So we want to speak, address other governments to follow themselves within their borders to start up these dialogues with companies concerned.  And we want to say in the European framework bring a broader context of more companies together and to provide a forum of exchange of experience in these kinds of exports.  Restrictions on exports of course follow more or less the same model that we used to have for what we call dual‑use goods.  This was more in the military sphere.  But I think ever since the events in 2009 in Iran, the Dutch Government has looked into this and say, okay, some goods have a dual use in the sense that they can be very positive for the Internet users but they can also very say negative when they're used by these authoritarian regimes to monitor their people.  In this sense the European parliament decision is very encouraging because basically there's a list of products that's on the list that you cannot export without, say, prior approval by the Government, but many of the projects we're talking about now are not on this list so we want to see that there is some ways of limiting these goods, especially when they touch ‑‑ they can be seen in connection with human rights violations by using interception technologies, digital transfer devices for monitoring mobile phones and the Internet use so I think this is something which is ‑‑ needs further attention and we need to work on and it has to be done in a very balanced way, of course, and that you only use it when it's really necessary and try to not make the business in this field totally impossible.

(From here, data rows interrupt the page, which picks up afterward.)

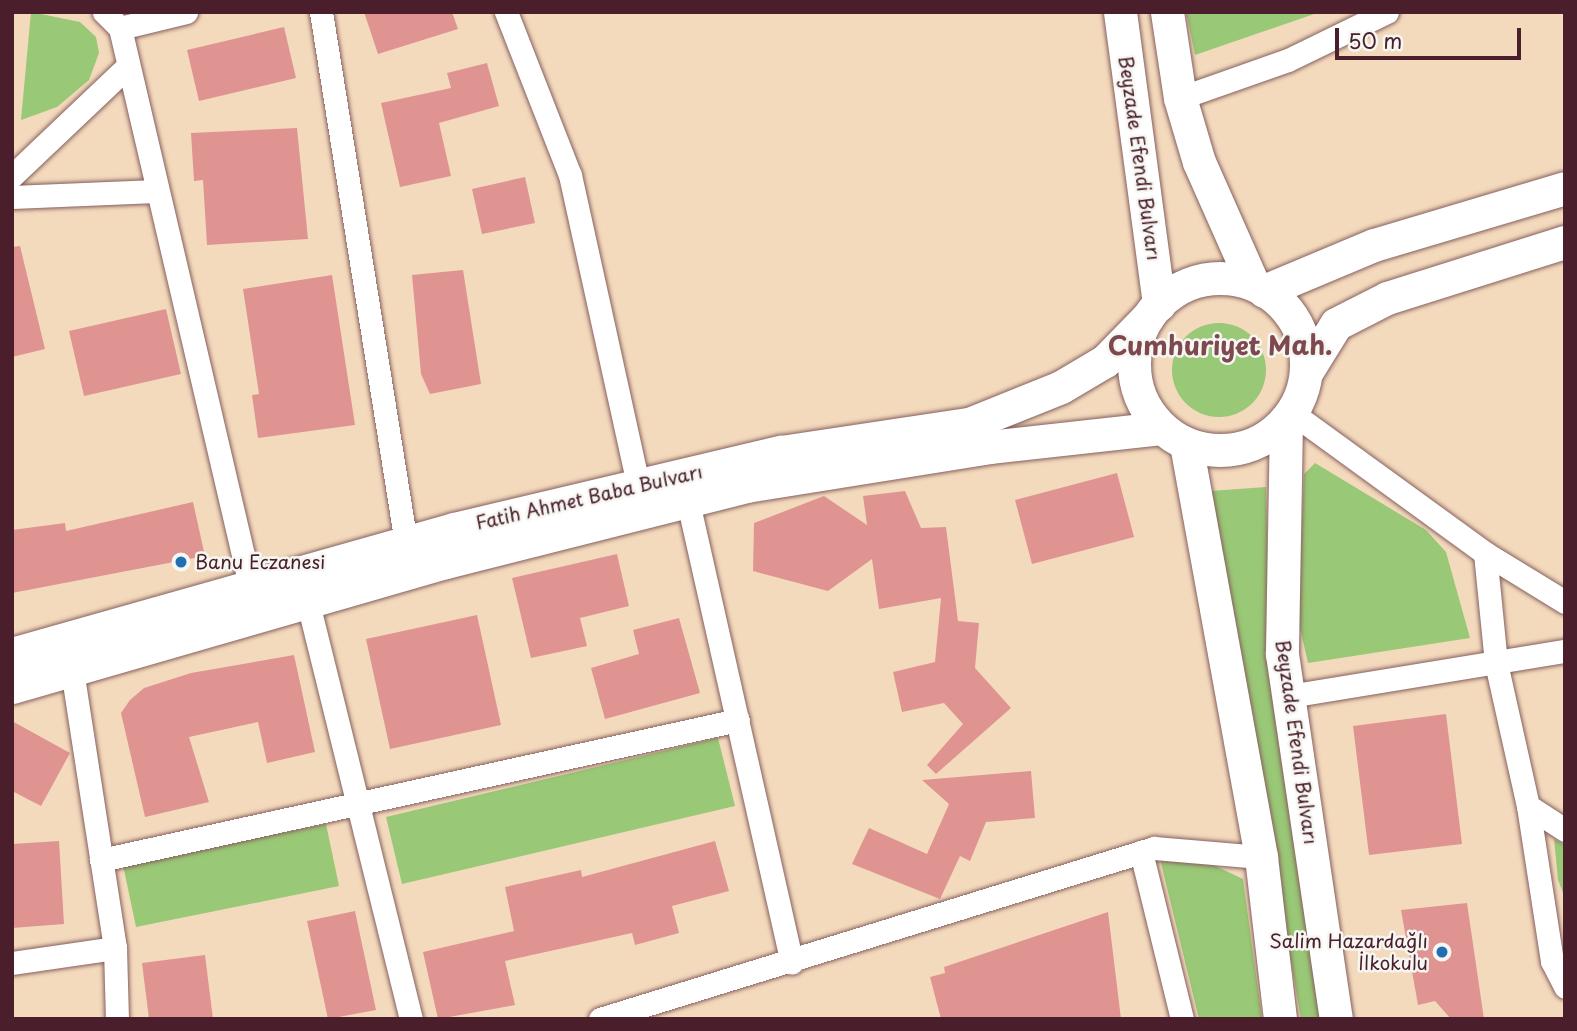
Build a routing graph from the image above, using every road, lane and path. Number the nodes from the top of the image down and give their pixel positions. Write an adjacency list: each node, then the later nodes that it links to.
1 (186, 12): 7 (street)
2 (321, 12): 22 (street)
3 (506, 12): 20 (street)
4 (1119, 12): 16 (main road, Beyzade Efendi Bulvarı)
5 (1167, 12): 9 (main road)
6 (1383, 14): 9 (street)
7 (112, 20): 8 (street)
8 (128, 66): 10 (street); 12 (street)
9 (1180, 98): 15 (main road)
10 (12, 176)
11 (1565, 188): 15 (main road)
12 (156, 191): 13 (street); 24 (street)
13 (12, 197)
14 (1565, 242): 17 (main road)
15 (1259, 287): 16 (main road); 17 (main road)
16 (1153, 311): 19 (main road); 20 (main road, Fatih Ahmet Baba Bulvarı)
17 (1307, 371): 18 (main road)
18 (1289, 416): 19 (main road); 23 (street); 32 (main road, Beyzade Efendi Bulvarı)
19 (1174, 436): 21 (main road, Fatih Ahmet Baba Bulvarı); 38 (main road)
20 (638, 485): 22 (main road, Fatih Ahmet Baba Bulvarı)
21 (688, 502): 26 (main road, Fatih Ahmet Baba Bulvarı); 33 (street)
22 (406, 543): 24 (main road, Fatih Ahmet Baba Bulvarı)
23 (1485, 554): 25 (street); 29 (street)
24 (251, 589): 28 (main road, Fatih Ahmet Baba Bulvarı)
25 (1565, 602)
26 (308, 603): 30 (main road, Fatih Ahmet Baba Bulvarı); 35 (street)
27 (1565, 651): 29 (street)
28 (12, 654)
29 (1496, 663): 32 (street); 34 (street)
30 (72, 670): 31 (main road, Fatih Ahmet Baba Bulvarı); 39 (street)
31 (12, 687)
32 (1289, 696): 49 (main road, Beyzade Efendi Bulvarı)
33 (738, 720): 35 (street); 41 (street)
34 (1528, 806): 36 (street); 43 (street)
35 (357, 808): 39 (street); 46 (street)
36 (1565, 830)
37 (1141, 852): 38 (street); 41 (street); 47 (street)
38 (1261, 857): 48 (main road)
39 (101, 860): 40 (street)
40 (114, 948): 42 (street); 45 (street)
41 (792, 962): 44 (street)
42 (12, 963)
43 (1565, 987)
44 (604, 1018)
45 (117, 1019)
46 (411, 1019)
47 (1182, 1019)
48 (1280, 1019)
49 (1336, 1019)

So I think we'll leave it here for the moment and then Q and A discuss it more, thank you.

>> BEN WAGNER:  Thank you very much, I think that was a very powerful statement and also had the pleasure in participating in the conference you organized for 2010 and that was equally extraordinary, thank you, again for mentioning this.  I believe now that we have remote participant, I'm not sure whether it's possible.  It's not possible.  In that case we can move directly to the next speaker who is Martin Fleischer from the German foreign ministry and look forward to your statement, thank you very much.

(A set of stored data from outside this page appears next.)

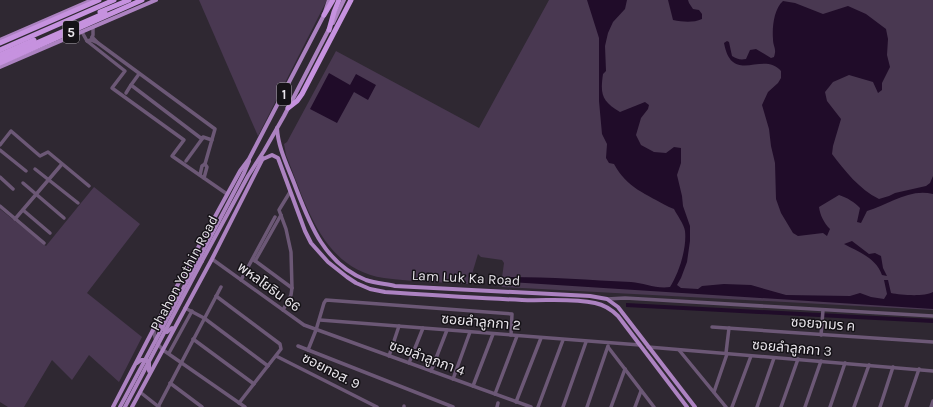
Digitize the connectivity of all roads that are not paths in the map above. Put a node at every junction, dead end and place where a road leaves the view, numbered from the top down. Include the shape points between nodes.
1 (92, 0) edge
2 (99, 0) edge
3 (109, 0) edge
4 (114, 0) edge
5 (129, 0) edge
6 (135, 0) edge
7 (142, 0) edge
8 (156, 0) edge
9 (329, 0) edge
10 (334, 0) edge
11 (339, 0) edge
12 (344, 0) edge
13 (351, 0) edge
14 (324, 15) junction
15 (93, 28) junction
16 (328, 30) junction
17 (82, 32) junction
18 (90, 39) junction
19 (0, 40) edge
20 (0, 43) edge
21 (0, 48) edge
22 (0, 55) edge
23 (0, 59) edge
24 (0, 63) edge
25 (0, 67) edge
26 (140, 74) junction
27 (131, 85) junction
28 (126, 93) dead end
29 (288, 108) junction
30 (277, 128) junction
31 (202, 139) junction
32 (212, 140) junction
33 (0, 145) edge
34 (0, 150) edge
35 (264, 151) junction
36 (263, 159) junction
37 (249, 160) junction
38 (186, 161) dead end
39 (62, 164) junction
40 (205, 164) junction
41 (36, 168) dead end
42 (26, 171) dead end
43 (200, 175) junction
44 (0, 177) edge
45 (204, 178) junction
46 (49, 179) junction
47 (23, 184) dead end
48 (89, 186) dead end
49 (13, 189) dead end
50 (290, 192) junction
51 (36, 194) junction
52 (227, 194) junction
53 (78, 203) dead end
54 (0, 206) edge
55 (23, 210) junction
56 (281, 215) junction
57 (275, 217) dead end
58 (64, 218) dead end
59 (15, 219) junction
60 (50, 233) dead end
61 (44, 243) dead end
62 (212, 259) junction
63 (201, 260) junction
64 (254, 260) junction
65 (241, 280) junction
66 (222, 287) dead end
67 (292, 288) junction
68 (508, 291) junction
69 (216, 296) junction
70 (507, 299) junction
71 (608, 299) junction
72 (165, 308) junction
73 (185, 308) junction
74 (283, 310) junction
75 (192, 311) junction
76 (823, 314) junction
77 (933, 316) edge
78 (180, 318) junction
79 (204, 318) junction
80 (320, 320) junction
81 (399, 326) junction
82 (712, 327) dead end
83 (154, 328) junction
84 (423, 328) junction
85 (729, 328) junction
86 (316, 330) junction
87 (447, 330) junction
88 (470, 332) junction
89 (493, 334) junction
90 (511, 335) junction
91 (821, 335) junction
92 (517, 336) junction
93 (541, 338) junction
94 (193, 339) junction
95 (563, 340) junction
96 (586, 342) junction
97 (933, 342) edge
98 (608, 345) junction
99 (640, 345) junction
100 (298, 346) dead end
101 (648, 347) junction
102 (163, 349) junction
103 (308, 350) junction
104 (679, 350) junction
105 (169, 354) junction
106 (727, 354) junction
107 (276, 356) junction
108 (389, 356) junction
109 (751, 356) junction
110 (774, 358) junction
111 (798, 360) junction
112 (821, 361) junction
113 (181, 362) junction
114 (409, 363) junction
115 (845, 363) junction
116 (869, 365) junction
117 (268, 366) junction
118 (894, 367) junction
119 (625, 369) junction
120 (919, 369) junction
121 (431, 371) junction
122 (933, 371) edge
123 (130, 374) junction
124 (453, 379) junction
125 (145, 381) junction
126 (170, 384) junction
127 (254, 384) junction
128 (474, 386) junction
129 (641, 391) junction
130 (140, 392) junction
131 (714, 392) junction
132 (495, 394) junction
133 (933, 401) edge
134 (516, 402) junction
135 (239, 405) edge
136 (113, 407) edge
137 (120, 407) edge
138 (125, 407) edge
139 (132, 407) edge
140 (158, 407) edge
141 (202, 407) edge
142 (245, 407) edge
143 (377, 407) edge
144 (453, 407) edge
145 (531, 407) edge
146 (538, 407) edge
147 (563, 407) edge
148 (587, 407) edge
149 (611, 407) edge
150 (635, 407) edge
151 (654, 407) edge
152 (687, 407) edge
153 (696, 407) edge
154 (726, 407) edge
155 (732, 407) edge
156 (757, 407) edge
157 (781, 407) edge
158 (805, 407) edge
159 (830, 407) edge
160 (854, 407) edge
161 (880, 407) edge
162 (906, 407) edge
163 (931, 407) edge

1 - 19 main road
2 - 20 highway, 5
3 - 21 highway
4 - 21 highway, 5
5 - 22 highway, 5
6 - 23 highway
7 - 24 highway, 5
8 - 15 main road
9 - 14 main road, Phahon Yothin Road / 1
10 - 14 highway
11 - 16 highway
12 - 16 main road, Phahon Yothin Road / 1
13 - 29 highway via 302,94
14 - 37 main road, Phahon Yothin Road / 1
15 - 17 main road
15 - 18 street
16 - 29 main road, Phahon Yothin Road / 1
17 - 18 street
17 - 25 main road
18 - 26 street
18 - 43 street via 125,71 112,88 184,140 172,156
26 - 27 street
26 - 32 street via 215,129
27 - 28 street
27 - 31 street
29 - 30 main road, Phahon Yothin Road / 1
30 - 35 main road, Phahon Yothin Road / 1
30 - 68 main road, Lam Luk Ka Road via 279,143 312,228 327,252 346,268 366,280 395,286
31 - 32 street via 203,137
31 - 38 street
32 - 40 street
33 - 39 street via 11,132 40,156 48,152
34 - 42 street
35 - 36 main road, Phahon Yothin Road / 1
35 - 63 main road, Phahon Yothin Road
36 - 50 main road, Lam Luk Ka Road via 272,155 278,158
36 - 62 main road, Phahon Yothin Road / 1
37 - 52 main road, Phahon Yothin Road / 1
37 - 63 main road, Phahon Yothin Road
39 - 46 street
39 - 48 street
40 - 43 street
40 - 45 street via 207,167
41 - 46 street
43 - 45 street
44 - 49 street
45 - 52 street
46 - 51 street
46 - 53 street
47 - 51 street
50 - 56 street via 280,210
50 - 70 main road, Lam Luk Ka Road via 311,243 337,270 356,283 385,292
51 - 55 street
51 - 58 street
52 - 72 main road, Phahon Yothin Road / 1
54 - 59 street
55 - 59 street
55 - 60 street
56 - 64 street
56 - 67 street via 291,252
57 - 64 street
59 - 61 street
62 - 65 street, พหลโยธิน 66
62 - 73 main road, Phahon Yothin Road / 1
63 - 137 main road, Phahon Yothin Road, bridge
63 - 138 main road, Phahon Yothin Road, bridge
64 - 65 street
64 - 67 street
65 - 74 street, พหลโยธิน 66
66 - 69 street
67 - 74 street
68 - 70 main road
68 - 71 main road, Lam Luk Ka Road
69 - 79 street
69 - 107 street via 280,344 281,349
70 - 99 main road, Lam Luk Ka Road via 575,301 604,305 618,316
71 - 76 street via 625,298
71 - 101 main road via 624,313
72 - 78 main road via 160,322 163,330 170,331
72 - 83 main road, Phahon Yothin Road / 1
73 - 75 street
73 - 78 main road, Phahon Yothin Road / 1
74 - 86 street, พหลโยธิน 66
75 - 79 street
75 - 105 street
76 - 77 street
76 - 91 street
78 - 102 main road, Phahon Yothin Road / 1
79 - 94 street
79 - 117 street
80 - 81 street, ซอยลำลูกกา 2
80 - 86 street
80 - 90 street via 327,300 512,314
81 - 84 street, ซอยลำลูกกา 2
81 - 108 street
82 - 85 street, ซอยจามร ค
83 - 102 street via 154,337
83 - 123 main road, Phahon Yothin Road / 1
84 - 87 street, ซอยลำลูกกา 2
84 - 114 street
85 - 91 street, ซอยจามร ค
85 - 106 street
86 - 103 street
86 - 108 street, ซอยลำลูกกา 4
87 - 88 street, ซอยลำลูกกา 2
87 - 121 street
88 - 89 street, ซอยลำลูกกา 2
88 - 124 street
89 - 90 street, ซอยลำลูกกา 2
89 - 128 street
90 - 92 street, ซอยลำลูกกา 2
91 - 97 street, ซอยจามร ค
92 - 93 street, ซอยลำลูกกา 2
92 - 132 street
93 - 95 street, ซอยลำลูกกา 2
93 - 134 street
94 - 113 street
94 - 127 street
95 - 96 street, ซอยลำลูกกา 2
95 - 146 street
96 - 98 street, ซอยลำลูกกา 2
96 - 147 street
98 - 99 street, ซอยลำลูกกา 2
98 - 119 street
98 - 148 street
99 - 152 main road, Lam Luk Ka Road
100 - 103 street
101 - 104 street, ซอยลำลูกกา 3
101 - 153 main road
102 - 105 street
102 - 125 main road, Phahon Yothin Road / 1
103 - 144 street
104 - 106 street, ซอยลำลูกกา 3
104 - 131 street
105 - 113 street
106 - 109 street, ซอยลำลูกกา 3
106 - 131 street
107 - 117 street
107 - 143 street, ซอยทอส. 9
108 - 114 street, ซอยลำลูกกา 4
109 - 110 street, ซอยลำลูกกา 3
109 - 155 street
110 - 111 street, ซอยลำลูกกา 3
110 - 156 street
111 - 112 street, ซอยลำลูกกา 3
111 - 157 street
112 - 115 street, ซอยลำลูกกา 3
112 - 158 street
113 - 126 street
113 - 135 street
114 - 121 street, ซอยลำลูกกา 4
115 - 116 street, ซอยลำลูกกา 3
115 - 159 street
116 - 118 street, ซอยลำลูกกา 3
116 - 160 street
117 - 127 street
118 - 120 street, ซอยลำลูกกา 3
118 - 161 street
119 - 129 street
119 - 149 street
120 - 122 street, ซอยลำลูกกา 3
120 - 162 street
121 - 124 street, ซอยลำลูกกา 4
123 - 125 main road via 139,361 144,359 150,367
123 - 136 main road, Phahon Yothin Road / 1
124 - 128 street, ซอยลำลูกกา 4
125 - 130 main road, Phahon Yothin Road / 1
126 - 140 street
126 - 141 street
127 - 135 street
128 - 132 street, ซอยลำลูกกา 4
129 - 150 street
129 - 151 street
130 - 139 main road, Phahon Yothin Road / 1
130 - 140 street
131 - 154 street
132 - 134 street, ซอยลำลูกกา 4
133 - 163 street
134 - 145 street, ซอยลำลูกกา 4
135 - 142 street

>> MARTIN FLEISCHER: Thank you very much, Ben, good morning to everybody, I'm very pleased to be here, it's my first IGF and I'm pleased with the atmosphere by the multistakeholder environment and the very substantial debates.  I'm, as you said, from the German foreign ministry and I'm holding a position which is new in itself, it's called international cyber policy coordination staff.  What is that I'm often asked and we are still in the process of defining what cyber foreign policy is.  It ‑‑ let me start this way.  German foreign ministry (saying name) said recently that German foreign ministry is committed to freedom and self‑determination and that this is no different in regards to the Internet.  This, of course, has implications not only for Internet governance but also for our Government's development cooperation, our foreign policy, human rights policy and not least our dialogue with partners who have different values.  As to Germany, ICT is the fastest growing sector of our economy and thus, Germany, as a leading vendor of Internet technology, shoulders a special responsibility to ensure that Internet technology when exported conforms with ethical standards.  This is a principle that is easily said but it's not easily translated into a concrete policy such as export control lists.  And it requires a multilateral approach for instance in the framework of the [inaudible] arrangement and Mr. Veer has made some very pertinent remarks in that regard.

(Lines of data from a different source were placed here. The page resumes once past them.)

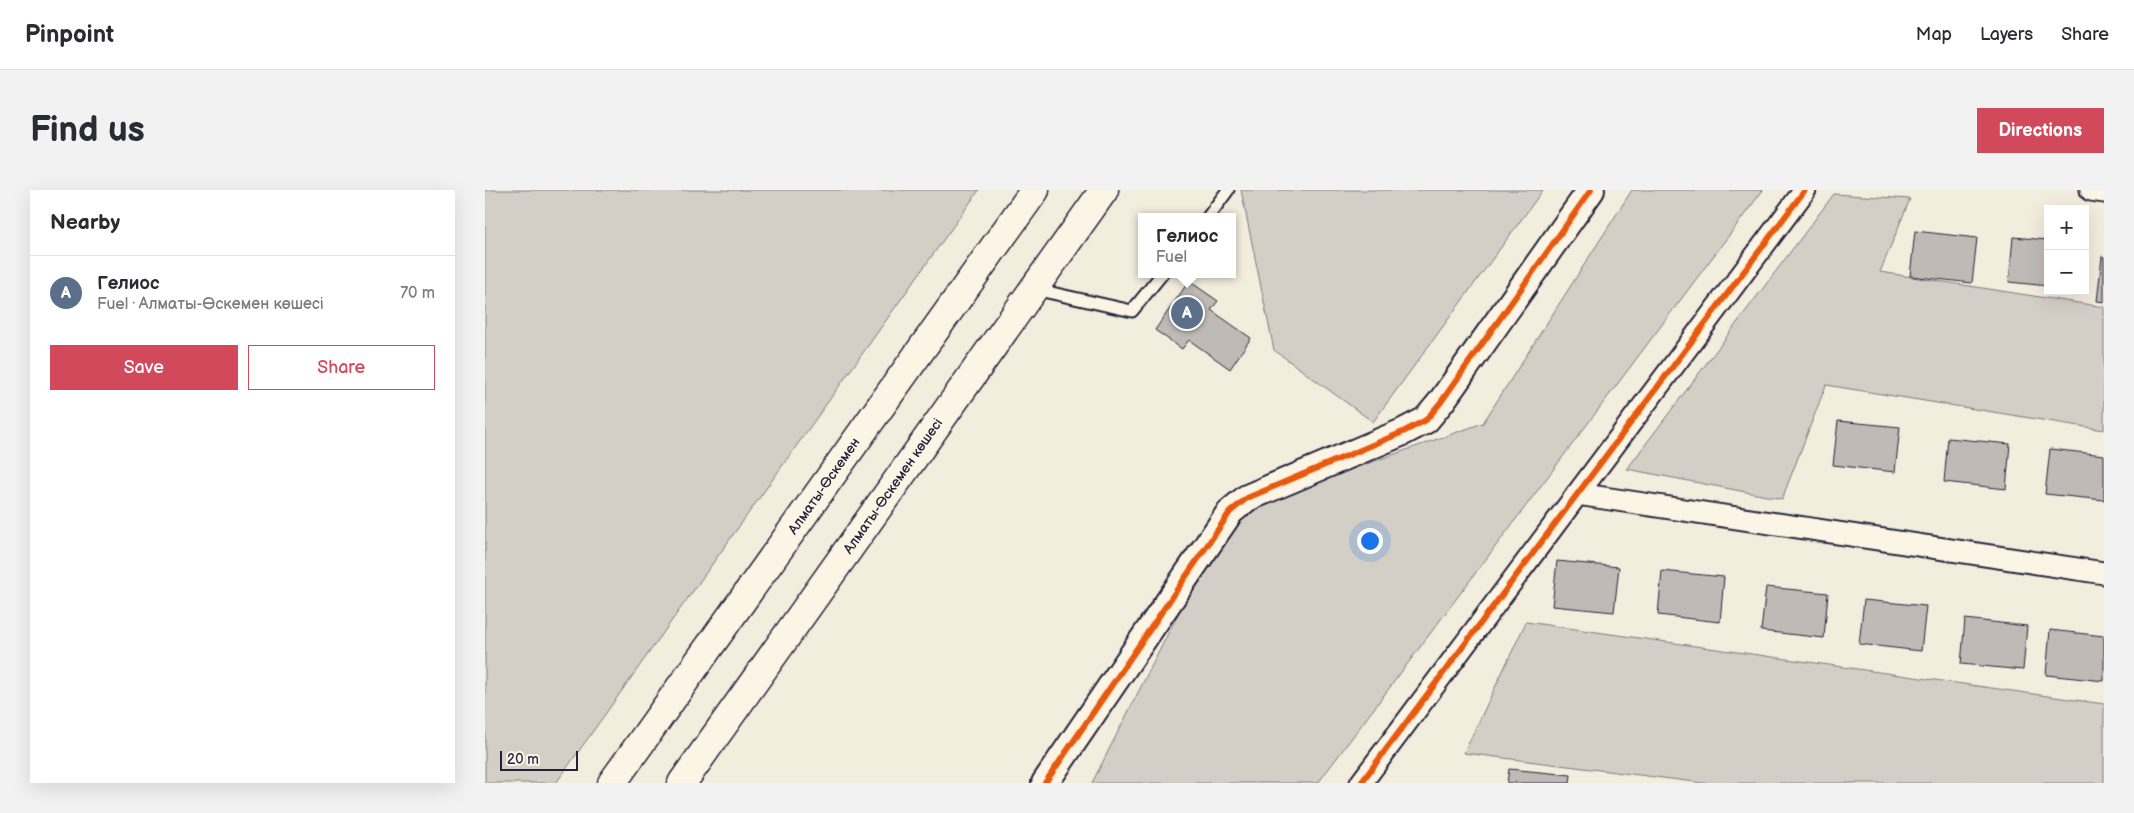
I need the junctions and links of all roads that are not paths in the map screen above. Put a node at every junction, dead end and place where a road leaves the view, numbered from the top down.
1 (1035, 190) edge
2 (1104, 190) edge
3 (1228, 190) edge
4 (1591, 190) edge
5 (1805, 190) edge
6 (2091, 190) edge
7 (2104, 192) edge
8 (1211, 213) edge
9 (1159, 278) edge
10 (1034, 289) junction
11 (1577, 494) junction
12 (2104, 573) edge
13 (612, 783) edge
14 (682, 783) edge
15 (1045, 783) edge
16 (1361, 783) edge

1 - 13 highway, Алматы-Өскемен
2 - 10 highway, Алматы-Өскемен көшесі
3 - 8 lane
4 - 15 street
5 - 11 street
6 - 7 street
9 - 10 lane
10 - 14 highway, Алматы-Өскемен көшесі
11 - 12 street
11 - 16 street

So freedom, availability and security of the net and mainstreaming human rights into international cyber policy call for multilateral cooperation and thus the Internet has become a subject of foreign policy, not just a means of foreign policy in the sense of public diplomacy but a subject or a field of foreign policy.  This, again, is easily said.  But it is more difficult to define first which issues lend themselves to intergovernmental approach and secondly which are the appropriate forum.  There is definitely great potential for Europe to develop common policies in this area and so I look forward to hearing from a member of European parliament Ms. Schaake who will be speaking in a few mince.  I think we should engage others in the European Union some who have a different approach to human rights and with regard to the Internet quite different priorities recording cyber security, free exist information ‑‑ access to information and free expression.  I myself was posted in China until a few months ago and I was living in two different cyber spaces, one in my office where I had unrestricted access to the Internet, and the second, cyberspace was just a few hundred muters away in my apartment where I had the Chinese Internet provided.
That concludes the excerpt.